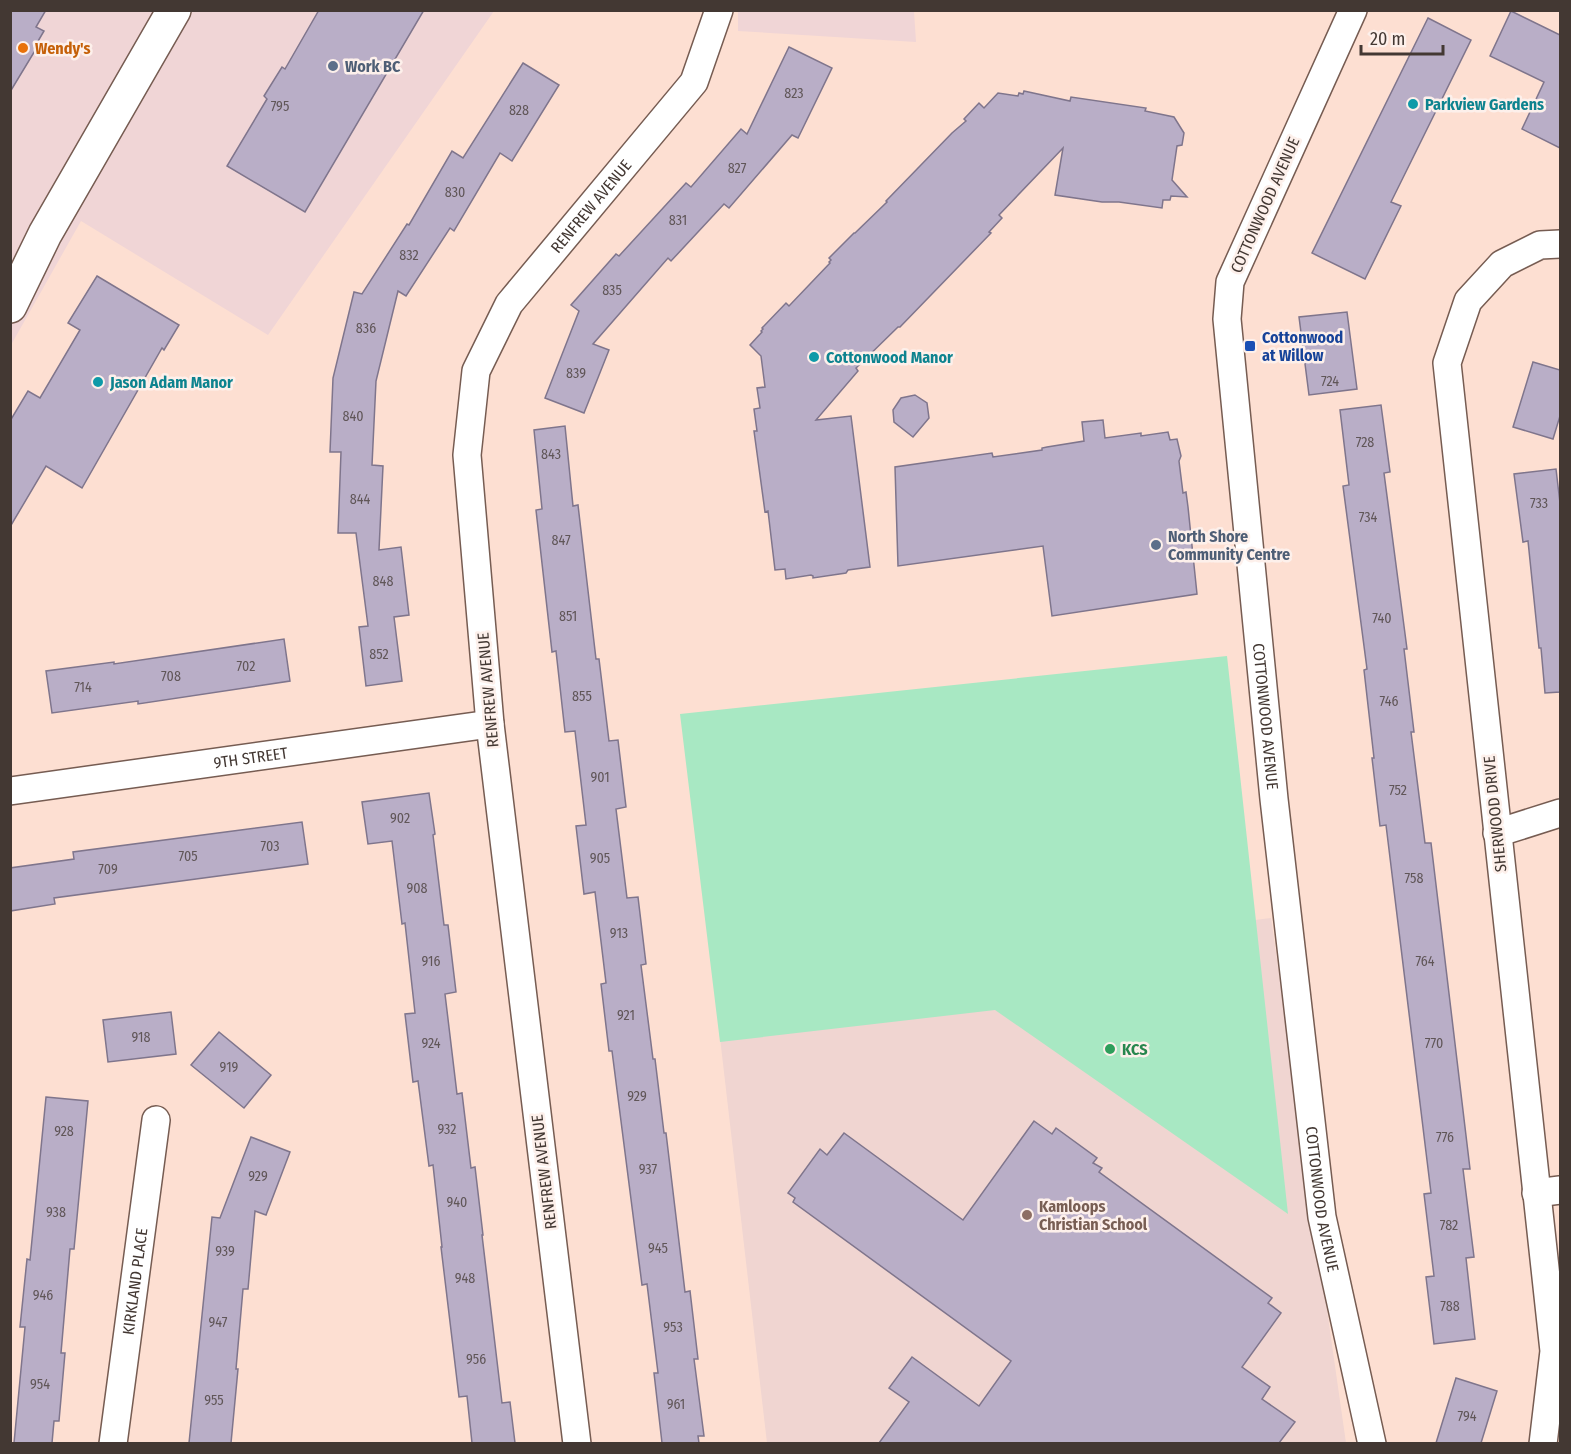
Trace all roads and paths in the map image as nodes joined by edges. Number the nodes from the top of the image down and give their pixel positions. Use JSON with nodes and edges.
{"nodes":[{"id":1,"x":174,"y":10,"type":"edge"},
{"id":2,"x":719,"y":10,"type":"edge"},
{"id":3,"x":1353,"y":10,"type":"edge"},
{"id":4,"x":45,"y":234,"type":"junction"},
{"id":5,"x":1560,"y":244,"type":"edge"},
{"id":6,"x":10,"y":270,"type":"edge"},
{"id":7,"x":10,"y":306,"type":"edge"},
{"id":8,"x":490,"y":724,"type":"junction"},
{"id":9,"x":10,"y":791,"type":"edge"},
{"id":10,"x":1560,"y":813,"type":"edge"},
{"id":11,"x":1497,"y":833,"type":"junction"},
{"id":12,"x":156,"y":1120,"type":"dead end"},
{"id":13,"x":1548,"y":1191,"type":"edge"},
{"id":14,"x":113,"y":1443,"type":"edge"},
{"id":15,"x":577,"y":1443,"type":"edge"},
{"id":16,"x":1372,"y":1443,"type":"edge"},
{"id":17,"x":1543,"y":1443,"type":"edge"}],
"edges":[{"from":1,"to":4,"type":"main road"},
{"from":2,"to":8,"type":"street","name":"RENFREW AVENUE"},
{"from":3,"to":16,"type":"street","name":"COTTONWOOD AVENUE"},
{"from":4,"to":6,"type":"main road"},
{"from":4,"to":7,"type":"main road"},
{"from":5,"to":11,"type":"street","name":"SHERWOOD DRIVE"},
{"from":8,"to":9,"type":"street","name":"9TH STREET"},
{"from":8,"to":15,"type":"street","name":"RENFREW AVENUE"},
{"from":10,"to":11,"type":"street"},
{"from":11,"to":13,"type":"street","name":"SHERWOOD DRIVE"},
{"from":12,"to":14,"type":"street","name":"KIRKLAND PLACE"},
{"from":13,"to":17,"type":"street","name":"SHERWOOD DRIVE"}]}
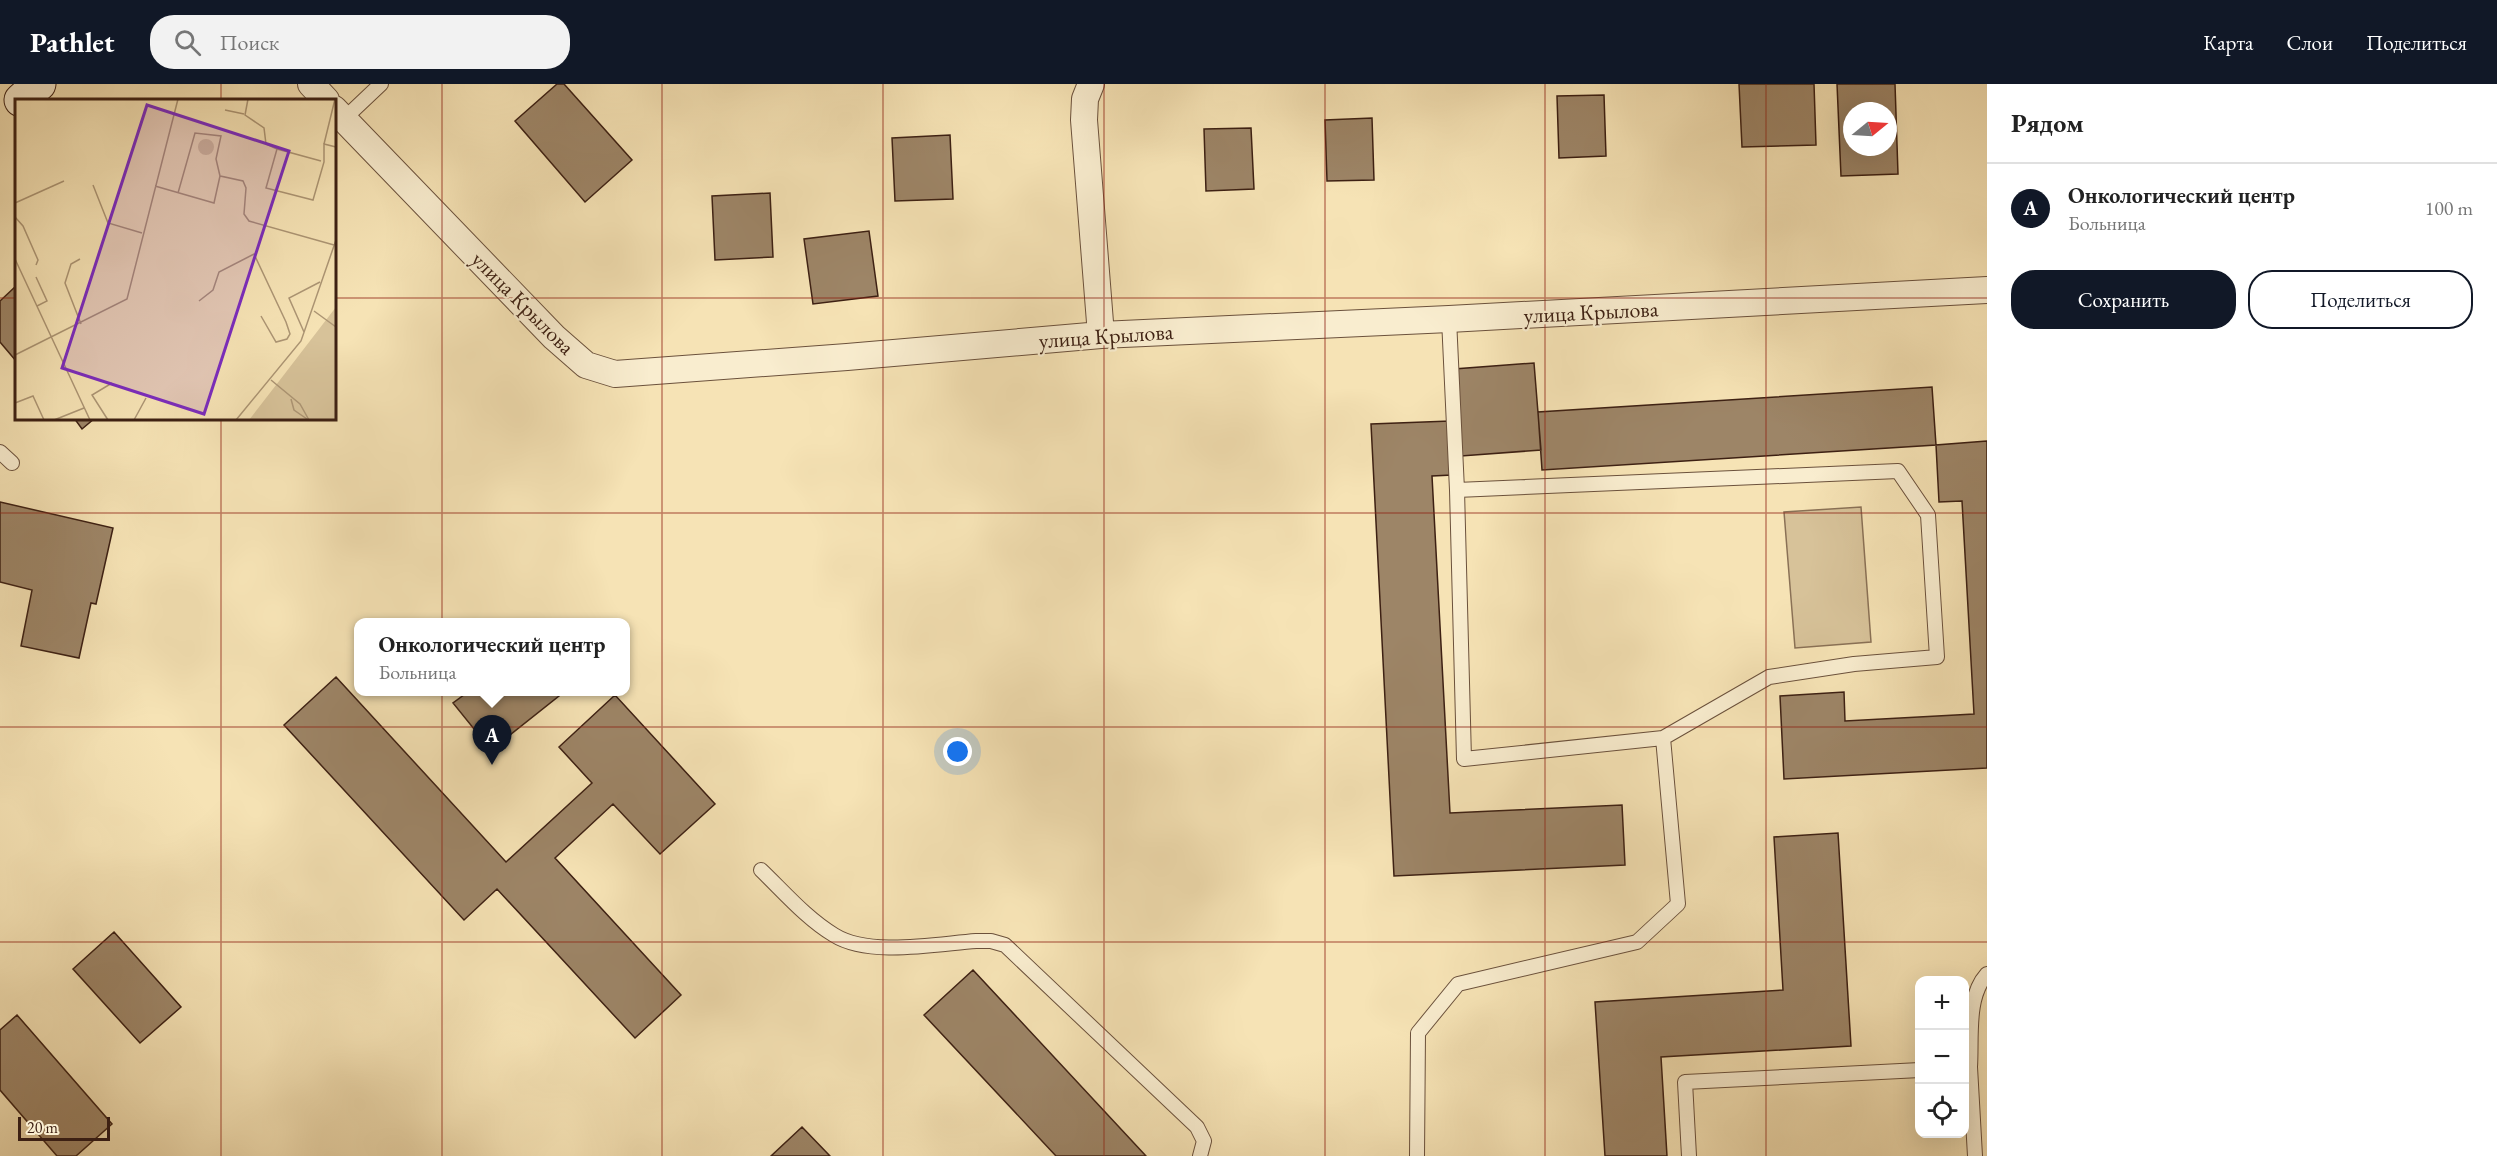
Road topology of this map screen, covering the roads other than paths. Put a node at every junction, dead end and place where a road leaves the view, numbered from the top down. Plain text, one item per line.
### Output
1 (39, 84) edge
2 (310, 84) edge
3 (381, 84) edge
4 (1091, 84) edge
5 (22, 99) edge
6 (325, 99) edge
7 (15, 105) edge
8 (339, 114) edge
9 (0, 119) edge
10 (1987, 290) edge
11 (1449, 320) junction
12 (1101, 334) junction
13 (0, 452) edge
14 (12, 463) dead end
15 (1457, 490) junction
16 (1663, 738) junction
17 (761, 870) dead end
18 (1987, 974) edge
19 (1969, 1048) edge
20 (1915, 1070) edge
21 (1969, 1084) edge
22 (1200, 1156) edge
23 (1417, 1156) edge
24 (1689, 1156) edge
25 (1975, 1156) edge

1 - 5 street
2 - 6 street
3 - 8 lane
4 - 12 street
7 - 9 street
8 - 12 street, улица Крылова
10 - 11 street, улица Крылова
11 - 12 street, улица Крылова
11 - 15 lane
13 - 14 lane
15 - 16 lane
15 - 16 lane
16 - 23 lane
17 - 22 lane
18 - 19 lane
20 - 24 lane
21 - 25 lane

Work instruction -> An exact reproduction of all the records is required, with no pictures included.

Written response ->
Trace all roads and paths in the map image as nodes joined by edges. Number the nodes from the top of the image down and give their pixel positions. Use JSON with nodes and edges.
{"nodes":[{"id":1,"x":174,"y":10,"type":"edge"},
{"id":2,"x":719,"y":10,"type":"edge"},
{"id":3,"x":1353,"y":10,"type":"edge"},
{"id":4,"x":45,"y":234,"type":"junction"},
{"id":5,"x":1560,"y":244,"type":"edge"},
{"id":6,"x":10,"y":270,"type":"edge"},
{"id":7,"x":10,"y":306,"type":"edge"},
{"id":8,"x":490,"y":724,"type":"junction"},
{"id":9,"x":10,"y":791,"type":"edge"},
{"id":10,"x":1560,"y":813,"type":"edge"},
{"id":11,"x":1497,"y":833,"type":"junction"},
{"id":12,"x":156,"y":1120,"type":"dead end"},
{"id":13,"x":1548,"y":1191,"type":"edge"},
{"id":14,"x":113,"y":1443,"type":"edge"},
{"id":15,"x":577,"y":1443,"type":"edge"},
{"id":16,"x":1372,"y":1443,"type":"edge"},
{"id":17,"x":1543,"y":1443,"type":"edge"}],
"edges":[{"from":1,"to":4,"type":"main road"},
{"from":2,"to":8,"type":"street","name":"RENFREW AVENUE"},
{"from":3,"to":16,"type":"street","name":"COTTONWOOD AVENUE"},
{"from":4,"to":6,"type":"main road"},
{"from":4,"to":7,"type":"main road"},
{"from":5,"to":11,"type":"street","name":"SHERWOOD DRIVE"},
{"from":8,"to":9,"type":"street","name":"9TH STREET"},
{"from":8,"to":15,"type":"street","name":"RENFREW AVENUE"},
{"from":10,"to":11,"type":"street"},
{"from":11,"to":13,"type":"street","name":"SHERWOOD DRIVE"},
{"from":12,"to":14,"type":"street","name":"KIRKLAND PLACE"},
{"from":13,"to":17,"type":"street","name":"SHERWOOD DRIVE"}]}
Road topology of this map screen, covering the roads other than paths. Put a node at every junction, dead end and place where a road leaves the view, numbered from the top down. Plain text, one item per line.
### Output
1 (39, 84) edge
2 (310, 84) edge
3 (381, 84) edge
4 (1091, 84) edge
5 (22, 99) edge
6 (325, 99) edge
7 (15, 105) edge
8 (339, 114) edge
9 (0, 119) edge
10 (1987, 290) edge
11 (1449, 320) junction
12 (1101, 334) junction
13 (0, 452) edge
14 (12, 463) dead end
15 (1457, 490) junction
16 (1663, 738) junction
17 (761, 870) dead end
18 (1987, 974) edge
19 (1969, 1048) edge
20 (1915, 1070) edge
21 (1969, 1084) edge
22 (1200, 1156) edge
23 (1417, 1156) edge
24 (1689, 1156) edge
25 (1975, 1156) edge

1 - 5 street
2 - 6 street
3 - 8 lane
4 - 12 street
7 - 9 street
8 - 12 street, улица Крылова
10 - 11 street, улица Крылова
11 - 12 street, улица Крылова
11 - 15 lane
13 - 14 lane
15 - 16 lane
15 - 16 lane
16 - 23 lane
17 - 22 lane
18 - 19 lane
20 - 24 lane
21 - 25 lane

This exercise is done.